— The problem —
Print verbatim the lines of the entries from the one containing "Digitize the connectivity of the" to the last, inclusive, and no others.

— Records to use —
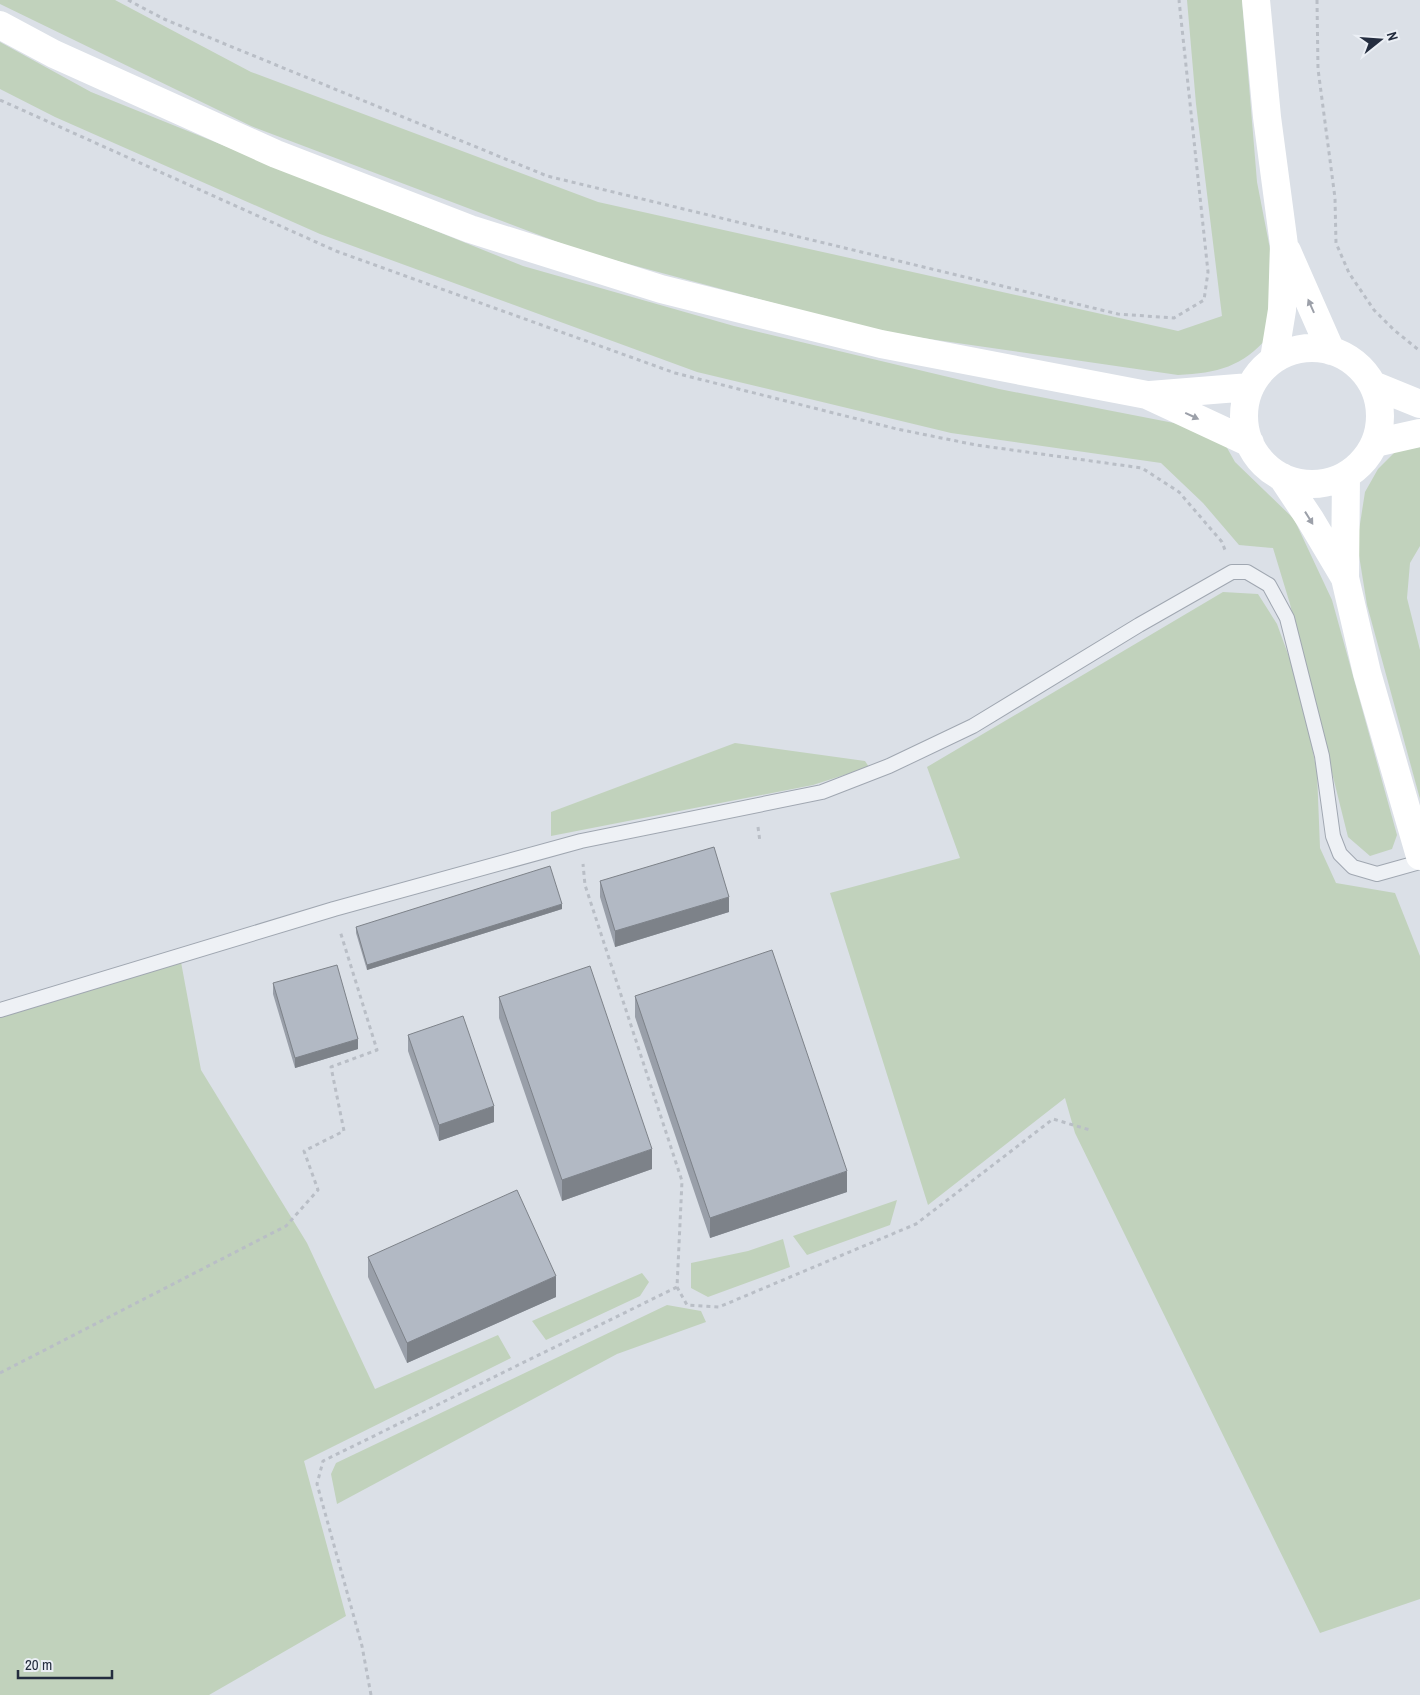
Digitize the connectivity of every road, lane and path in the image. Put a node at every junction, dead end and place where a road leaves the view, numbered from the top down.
1 (128, 0) edge
2 (1180, 0) edge
3 (1256, 0) edge
4 (1316, 0) edge
5 (0, 25) edge
6 (0, 100) edge
7 (1284, 245) junction
8 (1331, 351) junction
9 (1420, 351) edge
10 (1274, 360) junction
11 (1373, 385) junction
12 (1250, 387) junction
13 (1147, 395) junction
14 (1420, 404) edge
15 (1420, 433) edge
16 (1250, 442) junction
17 (1375, 443) junction
18 (1346, 475) junction
19 (1282, 477) junction
20 (1232, 572) junction
21 (1345, 578) junction
22 (1420, 856) edge
23 (1420, 862) edge
24 (585, 885) dead end
25 (341, 934) dead end
26 (0, 1010) edge
27 (1090, 1130) dead end
28 (677, 1287) junction
29 (0, 1373) edge
30 (371, 1695) edge

1 - 2 path
3 - 7 street
4 - 9 path
5 - 13 street
6 - 20 path
8 -> 7 street
7 - 10 street
8 - 10 street
8 - 11 street
10 - 12 street
11 - 14 street
11 - 17 street
12 - 13 street
12 - 16 street
13 -> 16 street
15 - 17 street
16 - 19 street
17 - 18 street
18 - 19 street
18 - 21 street
19 -> 21 street
20 - 23 lane
20 - 26 lane
21 - 22 street
24 - 28 path
25 - 29 path
27 - 28 path
28 - 30 path

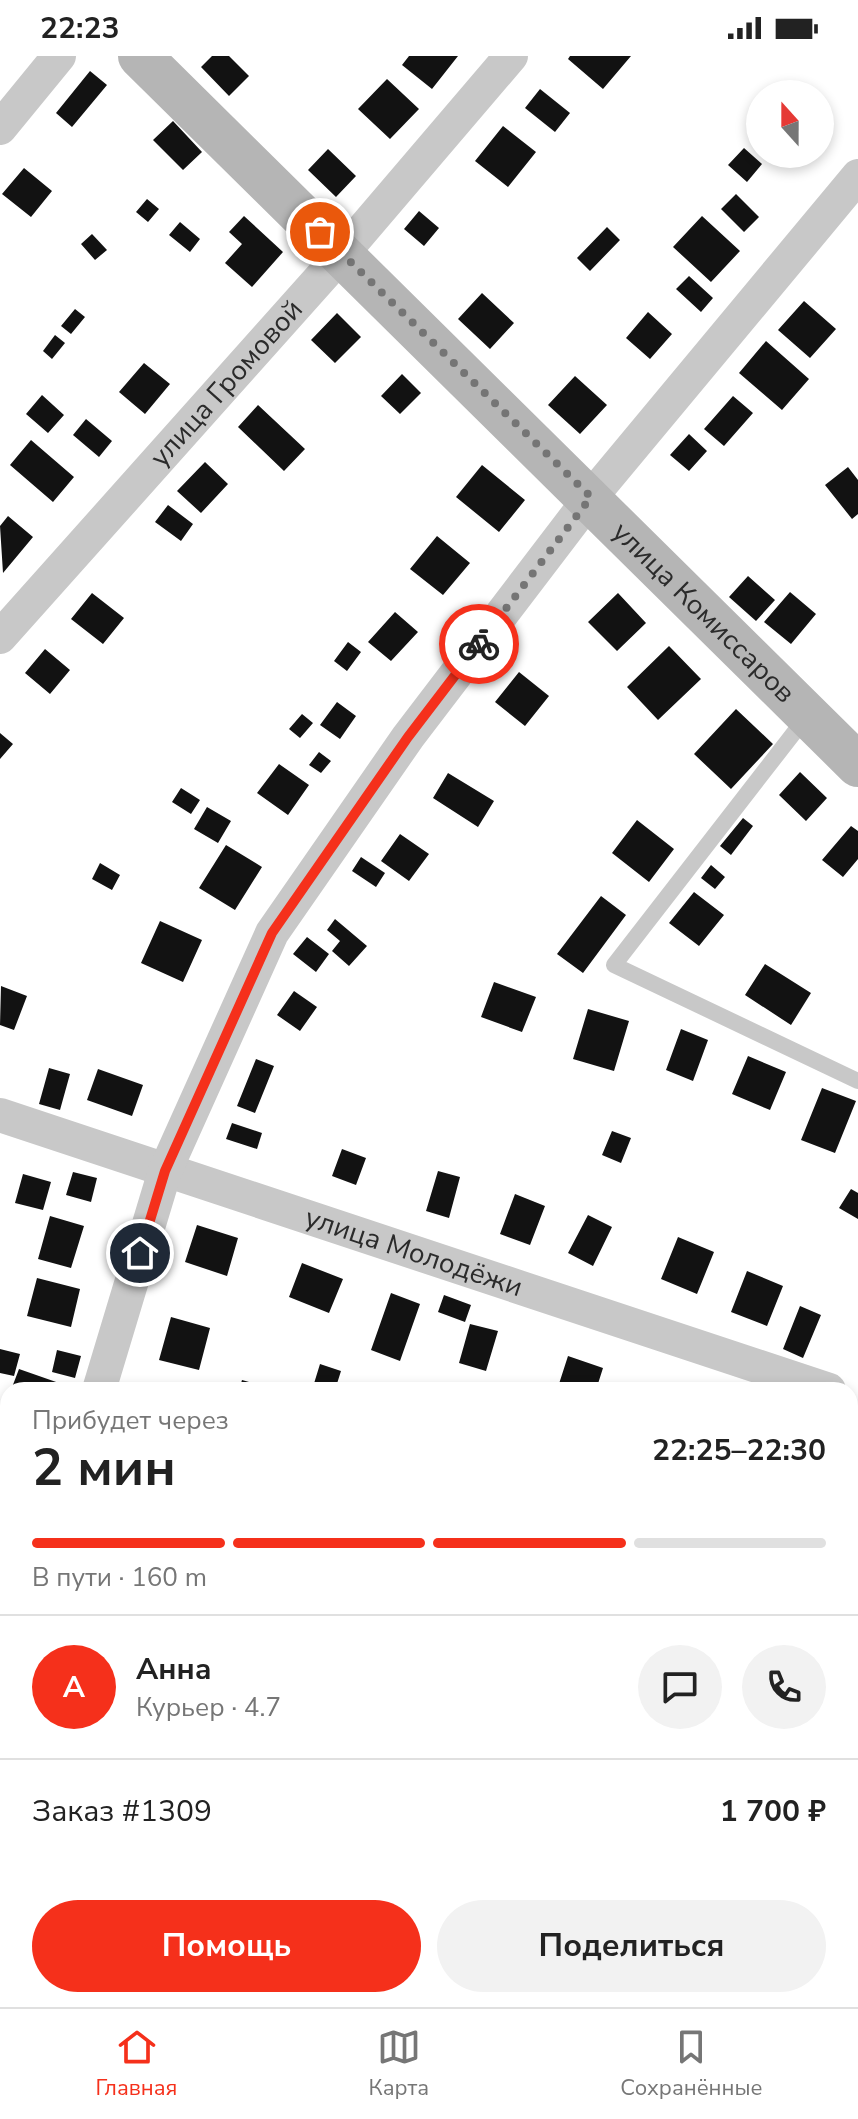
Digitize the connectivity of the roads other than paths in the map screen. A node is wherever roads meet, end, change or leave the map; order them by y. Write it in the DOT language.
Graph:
graph roads {
  1 [pos="59,56"];
  2 [pos="140,56"];
  3 [pos="511,56"];
  4 [pos="0,128"];
  5 [pos="858,176"];
  6 [pos="342,254"];
  7 [pos="591,497"];
  8 [pos="0,637"];
  9 [pos="808,715"];
  10 [pos="858,765"];
  11 [pos="858,1081"];
  12 [pos="0,1115"];
  13 [pos="165,1171"];
  14 [pos="101,1382"];
  15 [pos="805,1382"];
  1 -- 4 [label="street"];
  2 -- 6 [label="main road, улица Комиссаров"];
  3 -- 6 [label="street, улица Громовой"];
  5 -- 7 [label="street"];
  6 -- 7 [label="main road, улица Комиссаров"];
  6 -- 8 [label="street, улица Громовой"];
  7 -- 9 [label="main road, улица Комиссаров"];
  7 -- 13 [label="street"];
  9 -- 10 [label="main road, улица Комиссаров"];
  9 -- 11 [label="lane"];
  12 -- 13 [label="street, улица Молодёжи"];
  13 -- 14 [label="street"];
  13 -- 15 [label="street, улица Молодёжи"];
}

— Result of this task —
Digitize the connectivity of the roads other than paths in the map screen. A node is wherever roads meet, end, change or leave the map; order them by y. Write it in the DOT language.
Graph:
graph roads {
  1 [pos="59,56"];
  2 [pos="140,56"];
  3 [pos="511,56"];
  4 [pos="0,128"];
  5 [pos="858,176"];
  6 [pos="342,254"];
  7 [pos="591,497"];
  8 [pos="0,637"];
  9 [pos="808,715"];
  10 [pos="858,765"];
  11 [pos="858,1081"];
  12 [pos="0,1115"];
  13 [pos="165,1171"];
  14 [pos="101,1382"];
  15 [pos="805,1382"];
  1 -- 4 [label="street"];
  2 -- 6 [label="main road, улица Комиссаров"];
  3 -- 6 [label="street, улица Громовой"];
  5 -- 7 [label="street"];
  6 -- 7 [label="main road, улица Комиссаров"];
  6 -- 8 [label="street, улица Громовой"];
  7 -- 9 [label="main road, улица Комиссаров"];
  7 -- 13 [label="street"];
  9 -- 10 [label="main road, улица Комиссаров"];
  9 -- 11 [label="lane"];
  12 -- 13 [label="street, улица Молодёжи"];
  13 -- 14 [label="street"];
  13 -- 15 [label="street, улица Молодёжи"];
}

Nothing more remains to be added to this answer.